**Task requirements:** A single number is the answer: the count of lines in the listing below that contain "graph".

**Records:**
========

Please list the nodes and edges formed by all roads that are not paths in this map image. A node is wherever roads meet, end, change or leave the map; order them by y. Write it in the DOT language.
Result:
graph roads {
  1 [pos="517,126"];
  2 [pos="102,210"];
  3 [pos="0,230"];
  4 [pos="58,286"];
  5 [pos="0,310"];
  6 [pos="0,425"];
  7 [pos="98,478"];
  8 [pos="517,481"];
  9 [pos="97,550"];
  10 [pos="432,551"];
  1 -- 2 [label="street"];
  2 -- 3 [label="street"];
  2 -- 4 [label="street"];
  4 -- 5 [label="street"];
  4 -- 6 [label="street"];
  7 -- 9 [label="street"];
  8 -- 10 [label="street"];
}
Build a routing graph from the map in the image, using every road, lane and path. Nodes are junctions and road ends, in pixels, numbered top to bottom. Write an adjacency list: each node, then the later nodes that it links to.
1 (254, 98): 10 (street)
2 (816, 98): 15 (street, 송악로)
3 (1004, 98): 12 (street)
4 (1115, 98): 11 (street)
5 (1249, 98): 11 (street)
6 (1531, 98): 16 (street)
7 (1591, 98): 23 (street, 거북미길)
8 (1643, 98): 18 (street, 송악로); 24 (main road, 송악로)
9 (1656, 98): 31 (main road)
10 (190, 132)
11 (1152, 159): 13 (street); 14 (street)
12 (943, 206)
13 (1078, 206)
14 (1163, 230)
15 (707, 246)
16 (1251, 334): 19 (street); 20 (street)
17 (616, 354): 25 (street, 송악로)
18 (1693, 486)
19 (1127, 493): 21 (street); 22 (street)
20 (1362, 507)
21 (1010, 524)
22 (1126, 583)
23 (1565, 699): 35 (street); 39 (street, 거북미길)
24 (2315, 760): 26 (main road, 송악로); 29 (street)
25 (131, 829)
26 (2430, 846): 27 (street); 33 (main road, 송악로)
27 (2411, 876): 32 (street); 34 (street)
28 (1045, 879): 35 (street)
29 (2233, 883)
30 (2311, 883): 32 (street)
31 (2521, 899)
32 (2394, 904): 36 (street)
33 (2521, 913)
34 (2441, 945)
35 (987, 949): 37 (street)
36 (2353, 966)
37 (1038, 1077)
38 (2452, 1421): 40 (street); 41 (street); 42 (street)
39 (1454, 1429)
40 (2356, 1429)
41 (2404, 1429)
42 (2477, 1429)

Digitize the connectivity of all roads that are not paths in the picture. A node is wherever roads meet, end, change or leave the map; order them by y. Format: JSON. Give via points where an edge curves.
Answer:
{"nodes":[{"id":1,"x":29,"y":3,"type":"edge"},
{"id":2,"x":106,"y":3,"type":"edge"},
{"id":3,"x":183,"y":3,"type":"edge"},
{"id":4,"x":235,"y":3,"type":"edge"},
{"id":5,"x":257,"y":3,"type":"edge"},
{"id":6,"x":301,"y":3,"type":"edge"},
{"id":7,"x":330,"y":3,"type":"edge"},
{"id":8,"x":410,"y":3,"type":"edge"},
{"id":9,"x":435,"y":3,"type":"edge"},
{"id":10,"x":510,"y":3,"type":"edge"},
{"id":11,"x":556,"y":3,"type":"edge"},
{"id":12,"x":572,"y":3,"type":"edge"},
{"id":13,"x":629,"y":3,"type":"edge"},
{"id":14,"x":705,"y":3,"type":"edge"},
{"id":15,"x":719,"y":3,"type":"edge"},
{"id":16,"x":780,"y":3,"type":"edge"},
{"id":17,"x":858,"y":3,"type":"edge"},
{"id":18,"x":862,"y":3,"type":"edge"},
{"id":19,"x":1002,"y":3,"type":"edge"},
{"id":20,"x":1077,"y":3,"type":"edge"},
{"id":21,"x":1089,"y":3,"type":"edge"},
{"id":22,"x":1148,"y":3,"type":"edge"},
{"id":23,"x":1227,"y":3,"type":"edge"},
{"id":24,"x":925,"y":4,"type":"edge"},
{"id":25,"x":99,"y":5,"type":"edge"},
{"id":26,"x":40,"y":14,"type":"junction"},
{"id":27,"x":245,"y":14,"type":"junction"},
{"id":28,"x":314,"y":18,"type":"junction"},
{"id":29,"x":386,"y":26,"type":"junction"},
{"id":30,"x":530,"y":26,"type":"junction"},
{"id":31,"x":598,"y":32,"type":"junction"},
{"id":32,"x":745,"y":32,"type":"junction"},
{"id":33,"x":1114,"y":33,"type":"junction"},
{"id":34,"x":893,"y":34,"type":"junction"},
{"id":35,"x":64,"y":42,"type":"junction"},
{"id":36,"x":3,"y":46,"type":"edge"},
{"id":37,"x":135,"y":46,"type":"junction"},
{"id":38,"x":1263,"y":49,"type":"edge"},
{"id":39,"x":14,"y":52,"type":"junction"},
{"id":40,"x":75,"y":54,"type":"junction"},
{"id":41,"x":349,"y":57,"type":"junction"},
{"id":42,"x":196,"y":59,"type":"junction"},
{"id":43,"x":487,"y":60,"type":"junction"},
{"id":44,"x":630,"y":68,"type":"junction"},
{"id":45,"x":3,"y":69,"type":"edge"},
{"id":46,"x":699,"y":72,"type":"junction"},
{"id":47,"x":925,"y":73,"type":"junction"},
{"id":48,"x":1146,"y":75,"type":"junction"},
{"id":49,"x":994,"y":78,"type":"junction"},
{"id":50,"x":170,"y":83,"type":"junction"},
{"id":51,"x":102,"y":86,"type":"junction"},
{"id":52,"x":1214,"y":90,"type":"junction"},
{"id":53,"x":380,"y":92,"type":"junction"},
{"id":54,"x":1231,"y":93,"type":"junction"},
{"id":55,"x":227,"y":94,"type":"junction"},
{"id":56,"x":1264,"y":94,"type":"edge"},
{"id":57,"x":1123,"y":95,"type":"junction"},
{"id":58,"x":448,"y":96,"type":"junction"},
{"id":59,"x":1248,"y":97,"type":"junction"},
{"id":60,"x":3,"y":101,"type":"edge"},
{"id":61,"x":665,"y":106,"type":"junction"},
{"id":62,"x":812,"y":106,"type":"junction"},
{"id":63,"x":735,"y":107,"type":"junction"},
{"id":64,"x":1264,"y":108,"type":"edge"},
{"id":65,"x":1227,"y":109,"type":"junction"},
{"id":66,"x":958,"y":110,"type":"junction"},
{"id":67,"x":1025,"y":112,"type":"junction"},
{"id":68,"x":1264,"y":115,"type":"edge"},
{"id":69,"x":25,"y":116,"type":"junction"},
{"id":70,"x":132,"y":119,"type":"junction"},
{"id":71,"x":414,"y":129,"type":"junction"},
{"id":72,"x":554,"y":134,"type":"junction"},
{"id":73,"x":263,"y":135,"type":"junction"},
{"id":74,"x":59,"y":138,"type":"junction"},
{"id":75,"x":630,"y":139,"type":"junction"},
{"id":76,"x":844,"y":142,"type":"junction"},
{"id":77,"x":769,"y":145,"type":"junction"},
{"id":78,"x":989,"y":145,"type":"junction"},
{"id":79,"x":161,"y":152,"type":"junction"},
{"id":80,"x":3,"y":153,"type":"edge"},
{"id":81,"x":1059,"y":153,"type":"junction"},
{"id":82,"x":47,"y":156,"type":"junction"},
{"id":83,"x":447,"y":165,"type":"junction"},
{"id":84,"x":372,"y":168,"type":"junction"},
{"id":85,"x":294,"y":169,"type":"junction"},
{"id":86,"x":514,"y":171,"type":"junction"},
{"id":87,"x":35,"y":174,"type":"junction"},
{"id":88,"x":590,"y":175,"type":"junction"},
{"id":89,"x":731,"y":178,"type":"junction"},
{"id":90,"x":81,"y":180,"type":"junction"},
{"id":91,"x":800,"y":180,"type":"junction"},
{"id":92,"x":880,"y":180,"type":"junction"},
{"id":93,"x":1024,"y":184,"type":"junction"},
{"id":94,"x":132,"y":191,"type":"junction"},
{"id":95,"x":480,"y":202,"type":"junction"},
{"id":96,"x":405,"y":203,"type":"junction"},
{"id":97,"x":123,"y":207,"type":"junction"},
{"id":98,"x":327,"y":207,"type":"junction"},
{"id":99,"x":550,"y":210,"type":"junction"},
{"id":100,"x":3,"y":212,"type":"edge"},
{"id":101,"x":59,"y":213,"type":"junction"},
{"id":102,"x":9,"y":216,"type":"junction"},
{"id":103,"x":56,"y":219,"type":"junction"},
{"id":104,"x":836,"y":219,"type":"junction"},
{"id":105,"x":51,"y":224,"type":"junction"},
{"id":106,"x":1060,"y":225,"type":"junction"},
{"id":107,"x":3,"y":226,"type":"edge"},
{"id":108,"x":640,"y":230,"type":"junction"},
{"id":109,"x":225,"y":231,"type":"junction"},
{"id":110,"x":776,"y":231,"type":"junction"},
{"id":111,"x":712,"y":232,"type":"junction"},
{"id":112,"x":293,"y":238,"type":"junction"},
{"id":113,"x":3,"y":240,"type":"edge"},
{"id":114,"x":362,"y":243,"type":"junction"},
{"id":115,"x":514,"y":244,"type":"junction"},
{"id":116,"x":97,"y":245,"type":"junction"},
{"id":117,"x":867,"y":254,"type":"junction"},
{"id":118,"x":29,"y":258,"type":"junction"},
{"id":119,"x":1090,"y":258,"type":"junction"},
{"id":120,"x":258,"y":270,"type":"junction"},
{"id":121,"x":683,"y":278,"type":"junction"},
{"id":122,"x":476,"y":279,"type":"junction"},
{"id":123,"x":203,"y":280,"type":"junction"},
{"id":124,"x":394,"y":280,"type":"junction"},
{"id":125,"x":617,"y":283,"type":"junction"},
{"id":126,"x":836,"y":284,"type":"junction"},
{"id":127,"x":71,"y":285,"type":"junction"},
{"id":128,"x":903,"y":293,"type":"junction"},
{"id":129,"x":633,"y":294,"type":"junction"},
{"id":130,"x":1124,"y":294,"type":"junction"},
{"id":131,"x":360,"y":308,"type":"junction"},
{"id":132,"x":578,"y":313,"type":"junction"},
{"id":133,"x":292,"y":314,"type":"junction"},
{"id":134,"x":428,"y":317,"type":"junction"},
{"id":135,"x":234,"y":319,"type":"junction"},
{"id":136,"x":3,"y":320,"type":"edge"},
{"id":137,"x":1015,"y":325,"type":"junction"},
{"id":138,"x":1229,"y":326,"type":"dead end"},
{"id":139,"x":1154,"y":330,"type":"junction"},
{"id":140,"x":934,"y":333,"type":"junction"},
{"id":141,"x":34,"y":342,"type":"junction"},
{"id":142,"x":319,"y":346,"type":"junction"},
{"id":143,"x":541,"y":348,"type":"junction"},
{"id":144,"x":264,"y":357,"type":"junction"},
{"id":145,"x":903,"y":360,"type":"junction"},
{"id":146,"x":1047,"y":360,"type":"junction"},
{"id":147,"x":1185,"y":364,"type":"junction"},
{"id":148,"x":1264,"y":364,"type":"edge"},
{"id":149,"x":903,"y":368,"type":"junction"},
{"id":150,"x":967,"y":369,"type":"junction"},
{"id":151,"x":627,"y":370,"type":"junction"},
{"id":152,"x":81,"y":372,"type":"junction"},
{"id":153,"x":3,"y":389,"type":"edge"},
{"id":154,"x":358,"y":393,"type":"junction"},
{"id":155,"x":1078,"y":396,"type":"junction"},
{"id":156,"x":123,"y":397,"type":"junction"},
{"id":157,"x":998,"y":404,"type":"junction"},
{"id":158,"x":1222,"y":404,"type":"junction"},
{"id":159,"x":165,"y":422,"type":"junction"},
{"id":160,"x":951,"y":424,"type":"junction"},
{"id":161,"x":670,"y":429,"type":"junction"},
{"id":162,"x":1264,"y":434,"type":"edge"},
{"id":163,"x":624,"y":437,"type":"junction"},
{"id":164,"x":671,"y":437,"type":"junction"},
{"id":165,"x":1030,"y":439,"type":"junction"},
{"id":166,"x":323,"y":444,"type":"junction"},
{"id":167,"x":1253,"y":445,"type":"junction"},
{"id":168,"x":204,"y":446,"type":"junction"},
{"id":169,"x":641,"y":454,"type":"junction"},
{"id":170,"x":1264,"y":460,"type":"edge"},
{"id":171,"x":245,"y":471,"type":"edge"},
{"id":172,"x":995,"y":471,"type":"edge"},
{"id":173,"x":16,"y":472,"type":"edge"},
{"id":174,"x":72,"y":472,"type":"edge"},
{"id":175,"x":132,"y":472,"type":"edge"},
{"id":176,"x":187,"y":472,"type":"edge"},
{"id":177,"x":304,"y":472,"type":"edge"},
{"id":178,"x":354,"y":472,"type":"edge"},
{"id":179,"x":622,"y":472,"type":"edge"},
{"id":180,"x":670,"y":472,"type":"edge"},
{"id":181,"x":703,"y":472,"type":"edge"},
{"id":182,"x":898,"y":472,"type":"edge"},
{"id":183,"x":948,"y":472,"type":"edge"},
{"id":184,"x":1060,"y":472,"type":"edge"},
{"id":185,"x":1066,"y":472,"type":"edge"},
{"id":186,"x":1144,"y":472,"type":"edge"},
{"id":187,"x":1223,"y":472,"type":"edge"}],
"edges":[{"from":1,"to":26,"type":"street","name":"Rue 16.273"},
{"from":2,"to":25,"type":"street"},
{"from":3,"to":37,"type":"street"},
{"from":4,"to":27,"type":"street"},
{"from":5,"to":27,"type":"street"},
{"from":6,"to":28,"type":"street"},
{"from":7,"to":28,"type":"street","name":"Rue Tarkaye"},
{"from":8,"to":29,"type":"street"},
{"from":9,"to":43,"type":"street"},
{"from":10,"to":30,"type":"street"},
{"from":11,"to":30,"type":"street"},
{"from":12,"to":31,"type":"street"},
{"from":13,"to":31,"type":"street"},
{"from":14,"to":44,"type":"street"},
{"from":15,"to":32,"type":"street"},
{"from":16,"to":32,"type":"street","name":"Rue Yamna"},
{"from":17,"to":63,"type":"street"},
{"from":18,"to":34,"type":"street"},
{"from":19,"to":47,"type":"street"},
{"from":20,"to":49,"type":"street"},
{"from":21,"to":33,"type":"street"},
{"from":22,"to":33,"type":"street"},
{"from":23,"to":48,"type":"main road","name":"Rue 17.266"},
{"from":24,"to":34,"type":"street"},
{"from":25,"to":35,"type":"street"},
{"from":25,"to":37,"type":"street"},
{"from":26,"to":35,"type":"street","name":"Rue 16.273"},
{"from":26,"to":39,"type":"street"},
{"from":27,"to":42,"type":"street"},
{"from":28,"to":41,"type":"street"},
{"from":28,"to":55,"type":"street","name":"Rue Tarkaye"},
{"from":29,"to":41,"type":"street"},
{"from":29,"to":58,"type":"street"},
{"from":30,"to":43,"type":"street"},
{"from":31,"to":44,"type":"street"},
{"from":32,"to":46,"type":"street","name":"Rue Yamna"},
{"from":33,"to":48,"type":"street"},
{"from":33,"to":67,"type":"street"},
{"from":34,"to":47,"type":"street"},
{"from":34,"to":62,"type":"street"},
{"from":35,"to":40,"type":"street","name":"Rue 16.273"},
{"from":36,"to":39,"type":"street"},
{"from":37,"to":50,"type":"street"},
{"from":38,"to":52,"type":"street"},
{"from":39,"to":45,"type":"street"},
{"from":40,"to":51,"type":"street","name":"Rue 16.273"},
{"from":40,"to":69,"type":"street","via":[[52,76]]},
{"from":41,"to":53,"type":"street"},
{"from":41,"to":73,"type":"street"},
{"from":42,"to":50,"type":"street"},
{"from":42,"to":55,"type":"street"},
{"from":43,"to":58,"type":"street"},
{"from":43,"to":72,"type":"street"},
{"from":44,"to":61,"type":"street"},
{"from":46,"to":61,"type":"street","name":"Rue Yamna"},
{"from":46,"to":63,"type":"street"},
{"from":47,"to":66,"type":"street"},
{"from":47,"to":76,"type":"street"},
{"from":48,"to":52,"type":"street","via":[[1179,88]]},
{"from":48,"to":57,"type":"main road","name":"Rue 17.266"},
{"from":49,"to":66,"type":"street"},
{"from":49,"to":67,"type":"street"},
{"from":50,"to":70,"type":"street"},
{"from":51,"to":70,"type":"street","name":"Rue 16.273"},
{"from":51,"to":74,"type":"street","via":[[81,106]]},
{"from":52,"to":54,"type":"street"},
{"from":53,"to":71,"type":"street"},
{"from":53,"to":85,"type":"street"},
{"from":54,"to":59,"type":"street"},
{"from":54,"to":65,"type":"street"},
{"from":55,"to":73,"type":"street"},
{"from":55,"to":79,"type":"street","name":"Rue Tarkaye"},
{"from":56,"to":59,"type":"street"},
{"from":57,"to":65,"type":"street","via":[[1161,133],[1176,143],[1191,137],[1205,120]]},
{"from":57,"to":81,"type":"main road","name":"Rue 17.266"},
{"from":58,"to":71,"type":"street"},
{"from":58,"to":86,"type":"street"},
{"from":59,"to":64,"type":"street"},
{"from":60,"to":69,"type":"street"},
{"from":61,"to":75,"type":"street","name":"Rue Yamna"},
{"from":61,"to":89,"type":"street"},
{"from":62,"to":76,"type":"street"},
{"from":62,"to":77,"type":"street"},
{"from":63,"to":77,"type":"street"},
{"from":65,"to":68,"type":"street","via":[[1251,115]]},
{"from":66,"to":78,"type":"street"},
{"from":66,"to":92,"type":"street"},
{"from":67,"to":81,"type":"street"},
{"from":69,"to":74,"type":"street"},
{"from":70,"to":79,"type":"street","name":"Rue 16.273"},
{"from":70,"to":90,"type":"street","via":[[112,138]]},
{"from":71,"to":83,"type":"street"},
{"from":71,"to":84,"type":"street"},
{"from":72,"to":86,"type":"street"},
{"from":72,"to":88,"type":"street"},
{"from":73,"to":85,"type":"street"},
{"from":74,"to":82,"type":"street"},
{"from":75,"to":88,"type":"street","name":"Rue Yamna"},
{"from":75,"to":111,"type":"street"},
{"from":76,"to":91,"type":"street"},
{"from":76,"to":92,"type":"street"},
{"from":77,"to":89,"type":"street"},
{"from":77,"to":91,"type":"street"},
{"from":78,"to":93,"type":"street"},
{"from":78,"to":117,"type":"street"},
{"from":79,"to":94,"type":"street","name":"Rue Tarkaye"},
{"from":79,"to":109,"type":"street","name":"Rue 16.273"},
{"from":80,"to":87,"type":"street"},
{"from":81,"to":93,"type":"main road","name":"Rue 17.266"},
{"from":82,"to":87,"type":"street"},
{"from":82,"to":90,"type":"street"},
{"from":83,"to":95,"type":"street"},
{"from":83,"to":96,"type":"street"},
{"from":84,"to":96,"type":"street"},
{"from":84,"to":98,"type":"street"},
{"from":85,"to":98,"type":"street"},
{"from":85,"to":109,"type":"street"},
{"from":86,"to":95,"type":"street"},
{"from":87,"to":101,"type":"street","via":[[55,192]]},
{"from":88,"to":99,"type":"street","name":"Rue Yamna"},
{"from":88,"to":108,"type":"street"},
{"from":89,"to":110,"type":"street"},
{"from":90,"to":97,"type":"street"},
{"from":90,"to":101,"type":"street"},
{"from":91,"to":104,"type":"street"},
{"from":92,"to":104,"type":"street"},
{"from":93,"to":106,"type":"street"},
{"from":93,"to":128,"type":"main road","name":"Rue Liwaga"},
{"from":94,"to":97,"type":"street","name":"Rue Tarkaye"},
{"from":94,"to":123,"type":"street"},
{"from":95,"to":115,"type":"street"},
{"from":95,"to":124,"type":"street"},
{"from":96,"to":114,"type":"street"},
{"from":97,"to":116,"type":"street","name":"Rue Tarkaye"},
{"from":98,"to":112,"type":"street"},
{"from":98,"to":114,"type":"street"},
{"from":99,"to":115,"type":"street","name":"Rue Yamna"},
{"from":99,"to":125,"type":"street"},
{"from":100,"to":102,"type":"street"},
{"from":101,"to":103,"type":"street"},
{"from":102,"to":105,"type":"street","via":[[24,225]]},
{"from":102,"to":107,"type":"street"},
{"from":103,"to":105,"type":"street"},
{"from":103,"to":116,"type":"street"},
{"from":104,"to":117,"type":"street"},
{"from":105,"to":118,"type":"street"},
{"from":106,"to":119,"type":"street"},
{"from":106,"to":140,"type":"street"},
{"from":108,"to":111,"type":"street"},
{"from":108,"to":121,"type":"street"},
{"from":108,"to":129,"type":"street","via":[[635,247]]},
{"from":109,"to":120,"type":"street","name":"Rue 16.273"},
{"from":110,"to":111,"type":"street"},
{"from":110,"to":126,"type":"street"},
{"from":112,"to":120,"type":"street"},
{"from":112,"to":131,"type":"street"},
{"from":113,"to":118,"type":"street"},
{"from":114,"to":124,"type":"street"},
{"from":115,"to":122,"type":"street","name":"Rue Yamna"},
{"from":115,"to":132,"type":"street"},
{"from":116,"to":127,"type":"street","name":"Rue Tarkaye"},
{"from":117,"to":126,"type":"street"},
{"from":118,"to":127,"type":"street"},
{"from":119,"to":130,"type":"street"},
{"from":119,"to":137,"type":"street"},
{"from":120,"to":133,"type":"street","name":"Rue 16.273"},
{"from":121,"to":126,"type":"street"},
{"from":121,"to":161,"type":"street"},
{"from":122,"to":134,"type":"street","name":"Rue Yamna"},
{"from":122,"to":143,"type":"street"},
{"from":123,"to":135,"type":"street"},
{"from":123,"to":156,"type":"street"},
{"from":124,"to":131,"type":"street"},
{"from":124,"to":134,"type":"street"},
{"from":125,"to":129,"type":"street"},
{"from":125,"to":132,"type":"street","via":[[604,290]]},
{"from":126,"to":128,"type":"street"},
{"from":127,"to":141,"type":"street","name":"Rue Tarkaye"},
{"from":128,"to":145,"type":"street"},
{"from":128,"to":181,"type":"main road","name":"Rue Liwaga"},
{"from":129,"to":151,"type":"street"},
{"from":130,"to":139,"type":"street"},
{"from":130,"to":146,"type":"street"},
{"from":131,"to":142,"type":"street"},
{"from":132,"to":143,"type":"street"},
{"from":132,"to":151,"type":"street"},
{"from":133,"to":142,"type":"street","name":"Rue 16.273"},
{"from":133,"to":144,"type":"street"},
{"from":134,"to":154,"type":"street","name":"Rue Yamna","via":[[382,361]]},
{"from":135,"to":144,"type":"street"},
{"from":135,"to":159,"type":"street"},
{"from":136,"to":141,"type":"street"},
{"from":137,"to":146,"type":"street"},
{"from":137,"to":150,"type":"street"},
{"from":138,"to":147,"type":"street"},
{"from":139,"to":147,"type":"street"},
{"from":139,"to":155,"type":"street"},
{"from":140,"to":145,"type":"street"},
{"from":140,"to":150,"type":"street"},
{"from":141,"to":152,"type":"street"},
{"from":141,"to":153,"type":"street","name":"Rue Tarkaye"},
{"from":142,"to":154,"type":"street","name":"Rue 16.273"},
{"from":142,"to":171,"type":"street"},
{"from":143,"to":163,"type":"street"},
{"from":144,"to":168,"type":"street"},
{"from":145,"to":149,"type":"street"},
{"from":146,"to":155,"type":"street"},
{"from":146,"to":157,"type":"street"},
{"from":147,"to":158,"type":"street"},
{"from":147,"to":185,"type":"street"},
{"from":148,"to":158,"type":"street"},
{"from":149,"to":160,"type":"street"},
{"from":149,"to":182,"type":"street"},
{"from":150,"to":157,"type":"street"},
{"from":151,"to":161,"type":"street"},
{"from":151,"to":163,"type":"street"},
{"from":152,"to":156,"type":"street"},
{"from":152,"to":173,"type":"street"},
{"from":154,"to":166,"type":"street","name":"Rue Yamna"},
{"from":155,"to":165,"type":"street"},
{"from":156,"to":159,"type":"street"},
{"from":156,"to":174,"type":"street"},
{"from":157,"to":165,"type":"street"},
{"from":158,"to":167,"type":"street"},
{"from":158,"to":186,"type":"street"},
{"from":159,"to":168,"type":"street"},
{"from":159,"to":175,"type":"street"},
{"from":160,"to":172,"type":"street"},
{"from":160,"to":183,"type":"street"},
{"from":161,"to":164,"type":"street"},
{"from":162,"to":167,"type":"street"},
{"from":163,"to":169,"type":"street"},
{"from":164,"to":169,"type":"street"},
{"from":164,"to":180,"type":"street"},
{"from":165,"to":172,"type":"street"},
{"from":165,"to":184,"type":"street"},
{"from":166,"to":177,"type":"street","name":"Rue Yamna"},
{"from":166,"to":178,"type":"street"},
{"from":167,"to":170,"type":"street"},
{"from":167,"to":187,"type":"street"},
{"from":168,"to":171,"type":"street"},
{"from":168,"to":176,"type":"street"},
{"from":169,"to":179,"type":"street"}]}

========

**Response to this task:** 2